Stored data

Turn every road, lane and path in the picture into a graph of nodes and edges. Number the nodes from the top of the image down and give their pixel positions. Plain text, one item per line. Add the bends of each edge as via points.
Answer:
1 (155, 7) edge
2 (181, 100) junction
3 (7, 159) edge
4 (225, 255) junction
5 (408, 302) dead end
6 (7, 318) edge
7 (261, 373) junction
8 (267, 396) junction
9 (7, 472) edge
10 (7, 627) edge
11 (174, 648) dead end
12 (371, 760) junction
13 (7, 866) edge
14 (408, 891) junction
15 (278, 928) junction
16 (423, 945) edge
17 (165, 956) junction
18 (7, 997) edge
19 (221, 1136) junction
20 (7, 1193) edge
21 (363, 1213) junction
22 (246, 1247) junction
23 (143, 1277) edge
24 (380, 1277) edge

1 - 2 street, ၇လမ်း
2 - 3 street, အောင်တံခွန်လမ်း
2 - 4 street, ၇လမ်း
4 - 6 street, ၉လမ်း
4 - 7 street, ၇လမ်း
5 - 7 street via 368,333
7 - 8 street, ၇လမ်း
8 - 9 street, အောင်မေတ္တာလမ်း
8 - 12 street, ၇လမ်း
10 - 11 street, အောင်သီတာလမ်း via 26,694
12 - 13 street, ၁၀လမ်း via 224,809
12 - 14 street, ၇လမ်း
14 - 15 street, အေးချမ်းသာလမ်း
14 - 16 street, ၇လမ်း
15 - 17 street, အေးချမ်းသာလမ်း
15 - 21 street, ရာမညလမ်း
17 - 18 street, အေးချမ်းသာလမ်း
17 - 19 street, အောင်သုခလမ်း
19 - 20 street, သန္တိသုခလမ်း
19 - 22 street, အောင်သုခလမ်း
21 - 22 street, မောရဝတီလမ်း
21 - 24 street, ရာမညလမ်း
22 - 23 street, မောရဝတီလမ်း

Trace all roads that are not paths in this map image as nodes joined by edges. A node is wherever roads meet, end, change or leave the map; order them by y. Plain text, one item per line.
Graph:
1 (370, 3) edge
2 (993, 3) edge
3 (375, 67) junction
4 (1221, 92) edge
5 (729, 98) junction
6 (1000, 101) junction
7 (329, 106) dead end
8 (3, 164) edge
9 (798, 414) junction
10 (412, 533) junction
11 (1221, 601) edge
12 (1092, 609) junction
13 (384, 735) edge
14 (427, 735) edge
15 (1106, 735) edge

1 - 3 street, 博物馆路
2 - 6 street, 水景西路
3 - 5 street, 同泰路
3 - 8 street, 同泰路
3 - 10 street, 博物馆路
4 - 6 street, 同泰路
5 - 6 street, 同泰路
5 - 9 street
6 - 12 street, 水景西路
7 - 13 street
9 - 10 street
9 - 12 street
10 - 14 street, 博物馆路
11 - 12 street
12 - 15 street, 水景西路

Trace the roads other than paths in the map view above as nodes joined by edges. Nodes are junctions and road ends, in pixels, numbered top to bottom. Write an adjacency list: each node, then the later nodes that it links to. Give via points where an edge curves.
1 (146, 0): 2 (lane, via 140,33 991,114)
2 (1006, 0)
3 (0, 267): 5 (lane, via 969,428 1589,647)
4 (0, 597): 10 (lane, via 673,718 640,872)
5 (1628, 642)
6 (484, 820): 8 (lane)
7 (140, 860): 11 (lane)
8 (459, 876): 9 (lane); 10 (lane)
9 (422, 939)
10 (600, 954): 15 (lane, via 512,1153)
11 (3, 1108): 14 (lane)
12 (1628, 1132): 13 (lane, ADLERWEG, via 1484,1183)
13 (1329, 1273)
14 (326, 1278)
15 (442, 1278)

What you will do:
Scan the lines above for the word "text", then copy each line that has it.

Written answer:
Turn every road, lane and path in the picture into a graph of nodes and edges. Number the nodes from the top of the image down and give their pixel positions. Plain text, one item per line. Add the bends of each edge as via points.
Trace all roads that are not paths in this map image as nodes joined by edges. A node is wherever roads meet, end, change or leave the map; order them by y. Plain text, one item per line.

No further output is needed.